Without any of the pictures, print every record below exactly.

- LISTED RECORDS -
* * *
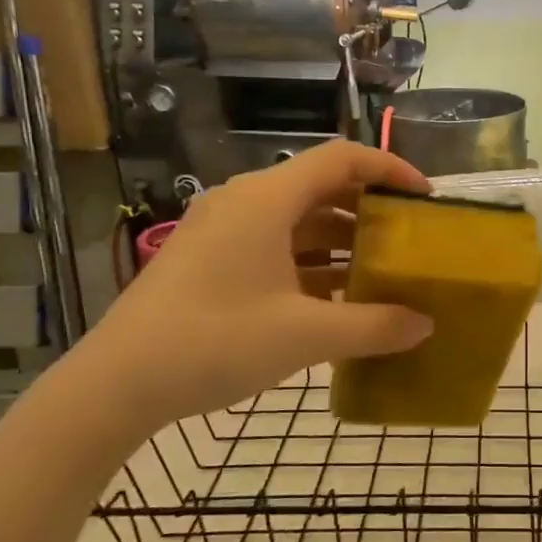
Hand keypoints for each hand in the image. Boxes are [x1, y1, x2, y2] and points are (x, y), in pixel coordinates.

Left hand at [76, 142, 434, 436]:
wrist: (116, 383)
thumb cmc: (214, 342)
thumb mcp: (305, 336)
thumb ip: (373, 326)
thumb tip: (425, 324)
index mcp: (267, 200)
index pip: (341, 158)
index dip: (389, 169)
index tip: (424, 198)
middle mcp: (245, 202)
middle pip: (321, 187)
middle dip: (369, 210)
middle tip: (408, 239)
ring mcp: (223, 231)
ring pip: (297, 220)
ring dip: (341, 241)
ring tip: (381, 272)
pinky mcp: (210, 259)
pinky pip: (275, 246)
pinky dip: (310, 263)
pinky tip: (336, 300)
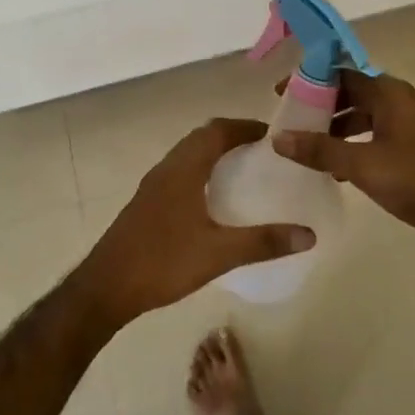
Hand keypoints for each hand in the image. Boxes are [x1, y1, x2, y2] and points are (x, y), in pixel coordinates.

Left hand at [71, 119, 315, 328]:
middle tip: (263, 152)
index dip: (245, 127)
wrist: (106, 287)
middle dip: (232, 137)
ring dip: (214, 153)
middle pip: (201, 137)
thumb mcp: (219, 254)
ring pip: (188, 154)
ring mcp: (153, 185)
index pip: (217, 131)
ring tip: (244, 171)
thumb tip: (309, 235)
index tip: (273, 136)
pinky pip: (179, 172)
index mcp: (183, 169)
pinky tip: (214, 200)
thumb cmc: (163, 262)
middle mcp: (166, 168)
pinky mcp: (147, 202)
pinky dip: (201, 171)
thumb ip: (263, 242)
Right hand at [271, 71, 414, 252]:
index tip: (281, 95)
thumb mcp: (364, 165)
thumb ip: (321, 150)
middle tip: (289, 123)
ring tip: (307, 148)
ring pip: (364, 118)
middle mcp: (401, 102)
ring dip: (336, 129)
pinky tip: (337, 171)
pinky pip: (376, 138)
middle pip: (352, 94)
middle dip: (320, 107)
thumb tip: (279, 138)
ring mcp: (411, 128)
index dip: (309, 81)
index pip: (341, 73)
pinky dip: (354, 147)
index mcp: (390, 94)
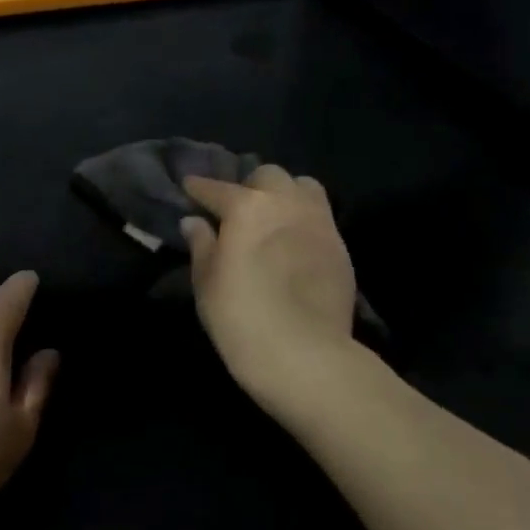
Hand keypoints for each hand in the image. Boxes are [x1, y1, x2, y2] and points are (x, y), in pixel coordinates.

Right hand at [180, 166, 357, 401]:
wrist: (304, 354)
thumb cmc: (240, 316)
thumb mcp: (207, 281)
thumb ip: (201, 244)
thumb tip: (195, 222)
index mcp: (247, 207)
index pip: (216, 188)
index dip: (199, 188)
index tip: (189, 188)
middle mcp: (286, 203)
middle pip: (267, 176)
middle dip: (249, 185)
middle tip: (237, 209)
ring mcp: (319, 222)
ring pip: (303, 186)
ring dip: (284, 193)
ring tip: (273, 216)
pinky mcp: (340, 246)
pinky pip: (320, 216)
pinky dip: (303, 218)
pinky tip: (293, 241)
* * *
- REPLY -
Hand keypoints for each hand in the image. Boxes are [x1, y1, x2, y2] and points are (x, y), in pixel coordinates.

Left hand at [76, 142, 434, 436]:
wrist: (116, 383)
thumb cmc: (214, 342)
thumb mcp: (305, 336)
thumb ip: (373, 326)
thumb tip: (425, 324)
index mcp: (267, 200)
index pip: (341, 158)
index dip: (389, 169)
index tip: (424, 198)
middle mcp: (245, 202)
middle pip: (321, 187)
middle dip: (369, 210)
middle tip: (408, 239)
ring mcp: (223, 231)
ring pip: (297, 220)
ring dip: (341, 241)
ring tip: (381, 272)
pinky mcp: (210, 259)
pinky pip: (275, 246)
pinky dip: (310, 263)
pinky tip: (336, 300)
Hand keypoints for each hand in the image. Boxes are [x1, y1, x2, y2] and points are (x, y), in pixel coordinates.

Left hand at [71, 119, 315, 328]:
middle tip: (263, 152)
index dip: (245, 127)
wrist: (106, 287)
middle dip: (232, 137)
ring dip: (214, 153)
middle pip: (201, 137)
thumb mcp: (219, 254)
ring pip: (188, 154)
ring mcp: (153, 185)
index pip: (217, 131)
ring tip: (244, 171)
thumb tip: (309, 235)
index tip: (273, 136)
pinky pip: (179, 172)
index mcp: (183, 169)
pinky tip: (214, 200)
thumb cmc: (163, 262)
middle mcp: (166, 168)
pinky mcp: (147, 202)
pinky dip: (201, 171)
thumb ip: (263, 242)
Right hand at [271, 71, 414, 252]:
index tip: (281, 95)
thumb mcp: (364, 165)
thumb ip: (321, 150)
middle tip: (289, 123)
ring tip: (307, 148)
ring pip: (364, 118)
middle mcp: (401, 102)
ring dip: (336, 129)
pinky tip: (337, 171)
pinky pip: (376, 138)
middle pip: (352, 94)
middle dip: (320, 107)
thumb tip: (279, 138)
ring mcp: (411, 128)
index dip: (309, 81)
index pip: (341, 73)
pinky dip: (354, 147)
index mcp: (390, 94)
Hand keypoints for each hand in the image. Boxes are [x1, y1, x2, y2] and points are (x, y), in pixel coordinates.

Right hand at [180, 166, 357, 401]:
wrist: (304, 354)
thumb cmc: (240, 316)
thumb mcp: (207, 281)
thumb ip: (201, 244)
thumb tip: (195, 222)
index mcp: (247, 207)
index pip: (216, 188)
index dip: (199, 188)
index tip: (189, 188)
middle mcp: (286, 203)
middle pip: (267, 176)
middle dip: (249, 185)
middle tip: (237, 209)
ring mcp: (319, 222)
ring pip: (303, 186)
ring dip: (284, 193)
ring tip: (273, 216)
pinky mcp: (340, 246)
pinky pip: (320, 216)
pinky dip: (303, 218)
pinky tip: (293, 241)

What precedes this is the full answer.